* **WHAT NEEDS TO BE DONE**: If a record holds a picture, drop the picture and return the rest of the record word for word.

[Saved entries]
= = = = =

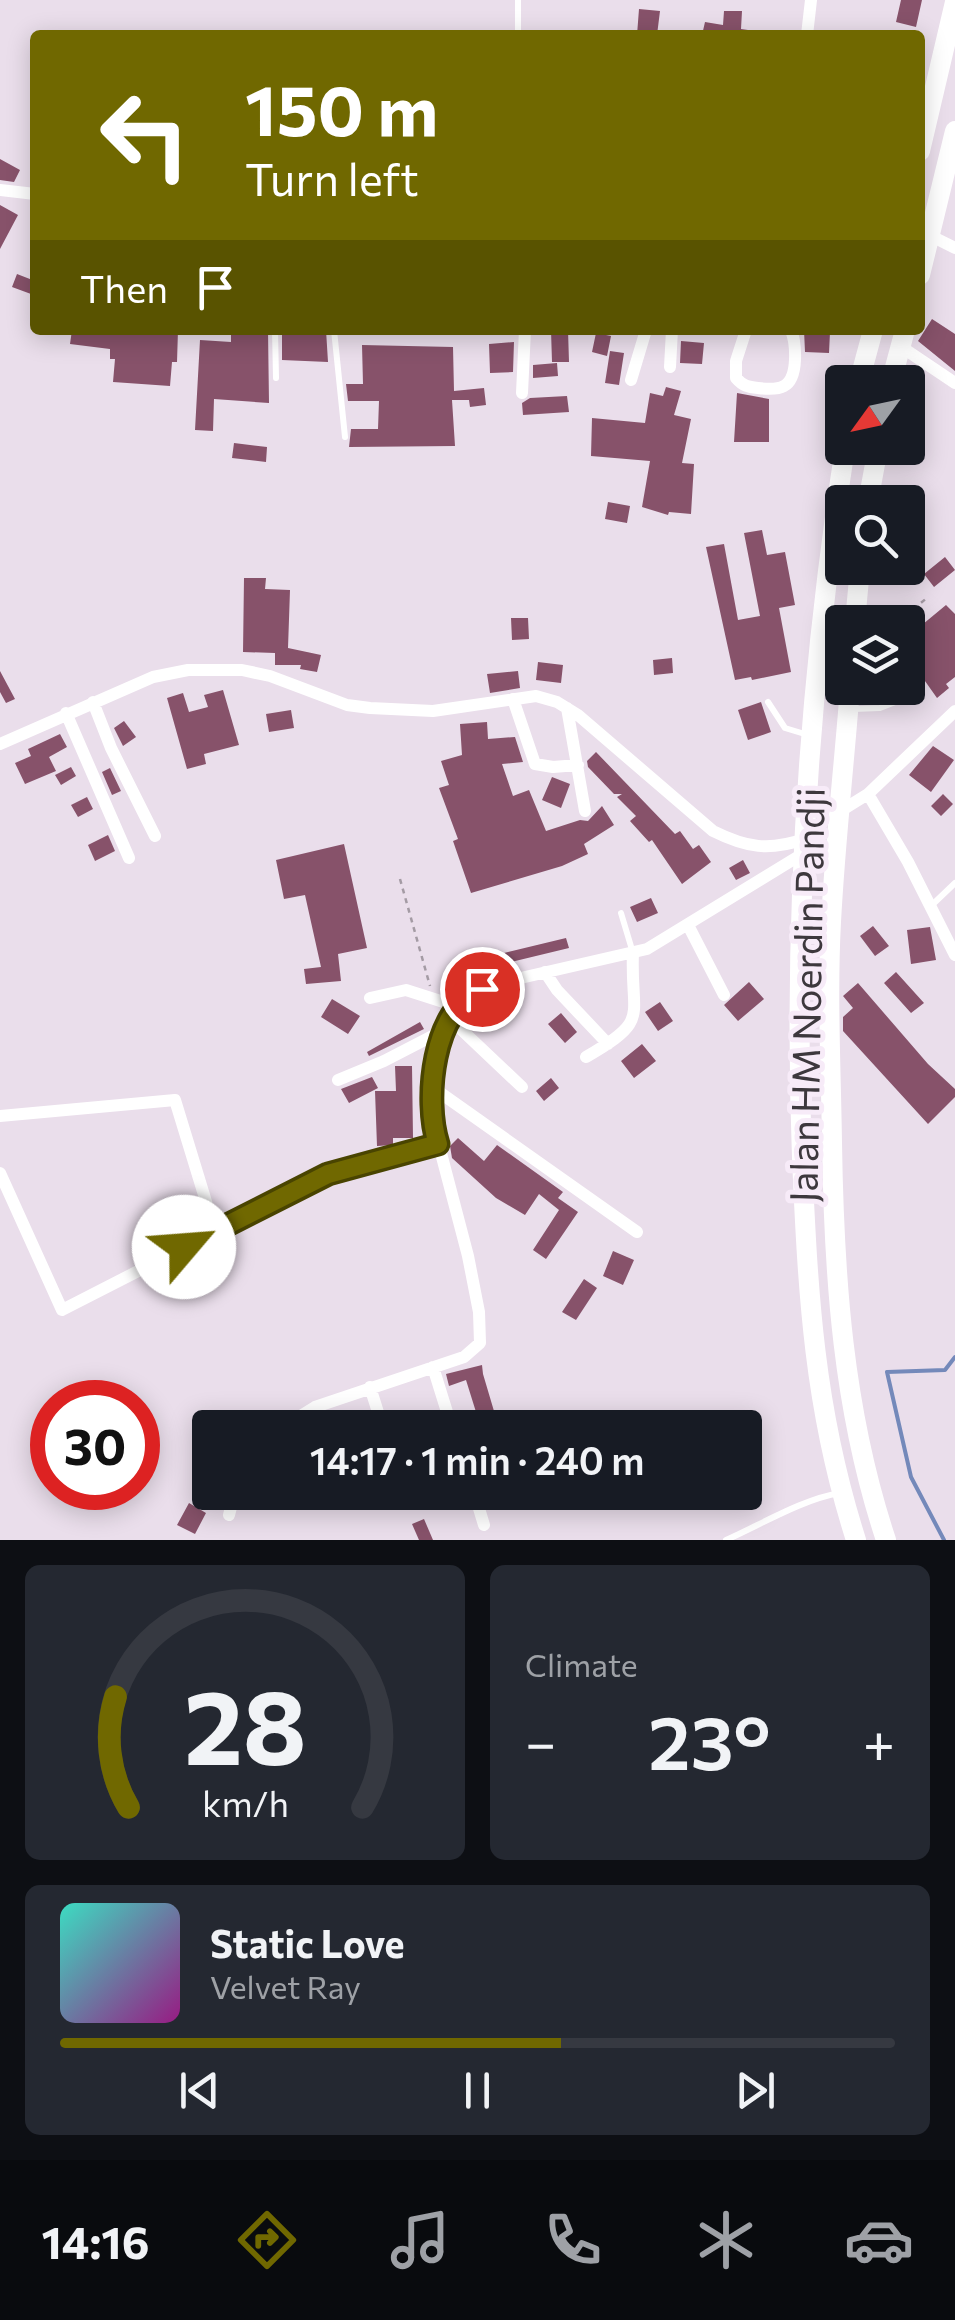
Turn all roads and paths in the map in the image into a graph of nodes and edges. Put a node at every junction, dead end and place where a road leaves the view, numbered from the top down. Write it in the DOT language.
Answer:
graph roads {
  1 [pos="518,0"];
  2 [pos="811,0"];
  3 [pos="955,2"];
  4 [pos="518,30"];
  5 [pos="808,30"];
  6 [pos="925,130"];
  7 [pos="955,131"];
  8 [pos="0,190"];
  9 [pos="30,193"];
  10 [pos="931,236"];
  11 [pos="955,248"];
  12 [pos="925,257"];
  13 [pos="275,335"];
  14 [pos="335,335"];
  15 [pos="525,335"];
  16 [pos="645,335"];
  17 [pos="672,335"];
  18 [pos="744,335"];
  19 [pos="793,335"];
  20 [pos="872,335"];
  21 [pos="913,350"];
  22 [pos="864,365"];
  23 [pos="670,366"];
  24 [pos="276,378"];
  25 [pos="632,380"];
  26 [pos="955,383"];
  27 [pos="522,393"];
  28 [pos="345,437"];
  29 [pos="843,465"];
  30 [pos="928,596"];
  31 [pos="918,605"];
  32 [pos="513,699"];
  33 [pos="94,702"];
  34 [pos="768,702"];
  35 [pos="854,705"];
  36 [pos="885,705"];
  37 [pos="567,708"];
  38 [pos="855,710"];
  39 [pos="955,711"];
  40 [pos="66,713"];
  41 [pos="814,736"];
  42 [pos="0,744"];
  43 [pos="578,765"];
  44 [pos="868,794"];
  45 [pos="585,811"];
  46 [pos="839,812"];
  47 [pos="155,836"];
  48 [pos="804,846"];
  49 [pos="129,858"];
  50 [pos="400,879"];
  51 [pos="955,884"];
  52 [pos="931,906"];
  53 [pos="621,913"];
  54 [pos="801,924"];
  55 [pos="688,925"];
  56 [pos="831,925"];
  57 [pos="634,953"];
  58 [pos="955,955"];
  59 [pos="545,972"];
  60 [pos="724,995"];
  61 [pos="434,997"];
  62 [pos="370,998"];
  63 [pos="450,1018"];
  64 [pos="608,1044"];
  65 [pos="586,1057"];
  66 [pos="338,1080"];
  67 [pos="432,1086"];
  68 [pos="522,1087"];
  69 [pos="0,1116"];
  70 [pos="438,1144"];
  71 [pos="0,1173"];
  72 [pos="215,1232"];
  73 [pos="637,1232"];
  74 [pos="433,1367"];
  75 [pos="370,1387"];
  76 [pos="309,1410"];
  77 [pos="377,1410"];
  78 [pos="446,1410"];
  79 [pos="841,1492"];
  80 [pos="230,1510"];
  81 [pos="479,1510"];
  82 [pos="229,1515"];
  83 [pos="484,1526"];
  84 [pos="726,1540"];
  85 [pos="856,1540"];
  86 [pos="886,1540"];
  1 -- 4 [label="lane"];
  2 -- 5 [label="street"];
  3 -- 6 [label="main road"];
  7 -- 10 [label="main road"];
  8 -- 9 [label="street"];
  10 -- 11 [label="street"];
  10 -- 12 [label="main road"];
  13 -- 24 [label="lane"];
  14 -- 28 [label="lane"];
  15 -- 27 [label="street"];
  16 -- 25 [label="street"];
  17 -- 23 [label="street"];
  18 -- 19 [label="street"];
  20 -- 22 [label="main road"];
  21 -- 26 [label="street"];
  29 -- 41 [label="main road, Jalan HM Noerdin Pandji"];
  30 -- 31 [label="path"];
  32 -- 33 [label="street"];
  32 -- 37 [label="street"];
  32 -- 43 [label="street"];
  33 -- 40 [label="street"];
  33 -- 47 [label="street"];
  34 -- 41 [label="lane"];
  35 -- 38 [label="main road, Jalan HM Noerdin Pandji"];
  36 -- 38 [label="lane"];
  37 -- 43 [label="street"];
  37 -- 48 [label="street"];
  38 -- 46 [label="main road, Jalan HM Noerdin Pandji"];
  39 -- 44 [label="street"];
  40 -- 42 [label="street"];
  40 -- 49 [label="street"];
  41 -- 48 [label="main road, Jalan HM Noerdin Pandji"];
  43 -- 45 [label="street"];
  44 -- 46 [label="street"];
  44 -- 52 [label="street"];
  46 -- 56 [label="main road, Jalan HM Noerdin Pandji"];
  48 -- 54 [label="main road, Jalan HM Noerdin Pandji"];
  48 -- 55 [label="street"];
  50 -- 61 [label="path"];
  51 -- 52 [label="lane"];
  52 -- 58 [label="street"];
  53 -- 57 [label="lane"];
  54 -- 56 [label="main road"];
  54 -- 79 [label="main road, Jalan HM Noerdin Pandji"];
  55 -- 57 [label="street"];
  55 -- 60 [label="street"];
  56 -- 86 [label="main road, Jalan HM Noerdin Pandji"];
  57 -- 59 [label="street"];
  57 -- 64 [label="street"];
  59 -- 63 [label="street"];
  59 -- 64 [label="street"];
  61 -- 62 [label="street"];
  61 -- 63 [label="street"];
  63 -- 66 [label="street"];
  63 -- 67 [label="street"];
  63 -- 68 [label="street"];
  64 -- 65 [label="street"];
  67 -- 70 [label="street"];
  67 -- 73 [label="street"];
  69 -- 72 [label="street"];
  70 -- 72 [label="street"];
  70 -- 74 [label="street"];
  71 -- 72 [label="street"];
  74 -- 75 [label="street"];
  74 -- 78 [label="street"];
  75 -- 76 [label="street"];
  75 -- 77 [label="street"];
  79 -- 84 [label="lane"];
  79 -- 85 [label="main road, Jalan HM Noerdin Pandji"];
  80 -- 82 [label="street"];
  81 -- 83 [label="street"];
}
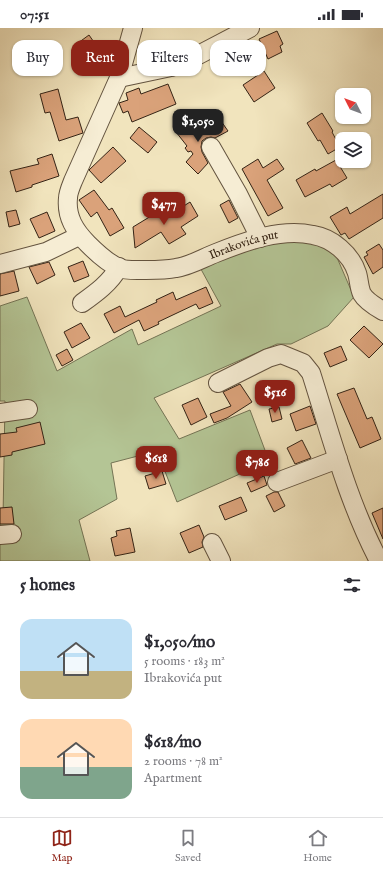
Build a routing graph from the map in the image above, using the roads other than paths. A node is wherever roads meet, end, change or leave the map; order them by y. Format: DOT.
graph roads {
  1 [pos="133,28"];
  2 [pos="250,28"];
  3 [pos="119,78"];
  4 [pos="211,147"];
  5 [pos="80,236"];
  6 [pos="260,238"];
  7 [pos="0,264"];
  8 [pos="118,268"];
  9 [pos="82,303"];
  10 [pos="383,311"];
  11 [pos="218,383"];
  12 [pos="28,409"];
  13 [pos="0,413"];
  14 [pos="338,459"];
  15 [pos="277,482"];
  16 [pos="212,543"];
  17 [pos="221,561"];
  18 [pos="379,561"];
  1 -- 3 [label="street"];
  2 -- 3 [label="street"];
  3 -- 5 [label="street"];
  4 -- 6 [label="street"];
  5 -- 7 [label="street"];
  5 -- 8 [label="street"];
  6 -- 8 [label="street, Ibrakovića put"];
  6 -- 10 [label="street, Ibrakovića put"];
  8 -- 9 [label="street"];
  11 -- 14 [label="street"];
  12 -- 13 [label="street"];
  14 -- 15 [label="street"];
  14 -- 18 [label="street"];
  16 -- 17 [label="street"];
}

= = = = =

* **WRITTEN RESPONSE**:
Turn all roads and paths in the map in the image into a graph of nodes and edges. Put a node at every junction, dead end and place where a road leaves the view, numbered from the top down. Write it in the DOT language.
Answer:
graph roads {
  1 [pos="518,0"];
  2 [pos="811,0"];
  3 [pos="955,2"];
  4 [pos="518,30"];
  5 [pos="808,30"];
  6 [pos="925,130"];
  7 [pos="955,131"];
  8 [pos="0,190"];
  9 [pos="30,193"];
  10 [pos="931,236"];
  11 [pos="955,248"];
  12 [pos="925,257"];
  13 [pos="275,335"];
  14 [pos="335,335"];
  15 [pos="525,335"];
  16 [pos="645,335"];
  17 [pos="672,335"];
  18 [pos="744,335"];
  19 [pos="793,335"];
  20 [pos="872,335"];
  21 [pos="913,350"];
  22 [pos="864,365"];
  23 [pos="670,366"];
  24 [pos="276,378"];
  25 [pos="632,380"];
  26 [pos="955,383"];
  27 [pos="522,393"];
  28 [pos="345,437"];
  29 [pos="843,465"];
  30 [pos="928,596"];
  31 [pos="918,605"];
  32 [pos="513,699"];
  33 [pos="94,702"];
  34 [pos="768,702"];
  35 [pos="854,705"];
  36 [pos="885,705"];
  37 [pos="567,708"];
  38 [pos="855,710"];
  39 [pos="955,711"];
  40 [pos="66,713"];
  41 [pos="814,736"];
  42 [pos="0,744"];
  43 [pos="578,765"];
  44 [pos="868,794"];
  45 [pos="585,811"];
  46 [pos="839,812"];
  47 [pos="155,836"];
  48 [pos="804,846"];
  49 [pos="129,858"];
  50 [pos="400,879"];
  51 [pos="955,884"];
  52 [pos="931,906"];
  53 [pos="621,913"];
  54 [pos="801,924"];
  55 [pos="688,925"];
  56 [pos="831,925"];
  57 [pos="634,953"];
  58 [pos="955,955"];
  59 [pos="545,972"];
  60 [pos="724,995"];
  61 [pos="434,997"];
  62 [pos="370,998"];
  63 [pos="450,1018"];
  64 [pos="608,1044"];
  65 [pos="586,1057"];
  66 [pos="338,1080"];
  67 [pos="432,1086"];
  68 [pos="522,1087"];
  69 [pos="0,1116"];
  70 [pos="438,1144"];
  71 [pos="0,1173"];
  72 [pos="215,1232"];
  73 [pos="637,1232"];
  74 [pos="433,1367"];
  75 [pos="370,1387"];
  76 [pos="309,1410"];
  77 [pos="377,1410"];
  78 [pos="446,1410"];
  79 [pos="841,1492"];
  80 [pos="230,1510"];
  81 [pos="479,1510"];
  82 [pos="229,1515"];
  83 [pos="484,1526"];
  84 [pos="726,1540"];
  85 [pos="856,1540"];
  86 [pos="886,1540"];
  1 -- 4 [label="lane"];
  2 -- 5 [label="street"];
  3 -- 6 [label="main road"];
  7 -- 10 [label="main road"];
  8 -- 9 [label="street"];
  10 -- 11 [label="street"];
  10 -- 12 [label="main road"];
  13 -- 24 [label="lane"];
  14 -- 28 [label="lane"];
  15 -- 27 [label="street"];
  16 -- 25 [label="street"];
  17 -- 23 [label="street"];
  18 -- 19 [label="street"];
  20 -- 22 [label="main road"];
  21 -- 26 [label="street"];
  29 -- 41 [label="main road, Jalan HM Noerdin Pandji"];
  30 -- 31 [label="path"];
  32 -- 33 [label="street"];
  32 -- 37 [label="street"];
  32 -- 43 [label="street"];
  33 -- 40 [label="street"];
  33 -- 47 [label="street"];
  34 -- 41 [label="lane"];
  35 -- 38 [label="main road, Jalan HM Noerdin Pandji"];
  36 -- 38 [label="lane"];
  37 -- 43 [label="street"];
  37 -- 48 [label="street"];
  38 -- 46 [label="main road, Jalan HM Noerdin Pandji"];
  39 -- 44 [label="street"];
  40 -- 42 [label="street"];
  40 -- 49 [label="street"];
  41 -- 48 [label="main road, Jalan HM Noerdin Pandji"];
  43 -- 45 [label="street"];
  44 -- 46 [label="street"];
  44 -- 52 [label="street"];
  46 -- 56 [label="main road, Jalan HM Noerdin Pandji"];
  48 -- 54 [label="main road, Jalan HM Noerdin Pandji"];
  48 -- 55 [label="street"];
  50 -- 61 [label="path"];
  51 -- 52 [label="lane"];
  52 -- 58 [label="street"];
  53 -- 57 [label="lane"];
  54 -- 56 [label="main road"];
  54 -- 79 [label="main road, Jalan HM Noerdin Pandji"];
  55 -- 57 [label="street"];
  55 -- 60 [label="street"];
  56 -- 86 [label="main road, Jalan HM Noerdin Pandji"];
  57 -- 59 [label="street"];
  57 -- 64 [label="street"];
  59 -- 63 [label="street"];
  59 -- 64 [label="street"];
  61 -- 62 [label="street"];
  61 -- 63 [label="street"];
  63 -- 66 [label="street"];
  63 -- 67 [label="street"];
  63 -- 68 [label="street"];
  64 -- 65 [label="street"];
  67 -- 70 [label="street"];
  67 -- 73 [label="street"];
  69 -- 72 [label="street"];
  70 -- 72 [label="street"];
  70 -- 74 [label="street"];
  71 -- 72 [label="street"];
  74 -- 75 [label="street"];
  74 -- 78 [label="street"];
  75 -- 76 [label="street"];
  75 -- 77 [label="street"];
  79 -- 84 [label="lane"];
  79 -- 85 [label="main road, Jalan HM Noerdin Pandji"];
  80 -- 82 [label="street"];
  81 -- 83 [label="street"];
}
Build a routing graph from the map in the image above, using the roads other than paths. A node is wherever roads meet, end, change or leave the map; order them by y. Format: DOT.
graph roads {
  1 [pos="133,28"];
  2 [pos="250,28"];
  3 [pos="119,78"];
  4 [pos="211,147"];
  5 [pos="80,236"];
  6 [pos="260,238"];
  7 [pos="0,264"];
  8 [pos="118,268"];
  9 [pos="82,303"];
  10 [pos="383,311"];
  11 [pos="218,383"];
  12 [pos="28,409"];
  13 [pos="0,413"];
  14 [pos="338,459"];
  15 [pos="277,482"];
  16 [pos="212,543"];
  17 [pos="221,561"];
  18 [pos="379,561"];
  1 -- 3 [label="street"];
  2 -- 3 [label="street"];
  3 -- 5 [label="street"];
  4 -- 6 [label="street"];
  5 -- 7 [label="street"];
  5 -- 8 [label="street"];
  6 -- 8 [label="street, Ibrakovića put"];
  6 -- 10 [label="street, Ibrakovića put"];
  8 -- 9 [label="street"];
  11 -- 14 [label="street"];
  12 -- 13 [label="street"];
  14 -- 15 [label="street"];
  14 -- 18 [label="street"];
  16 -- 17 [label="street"];
}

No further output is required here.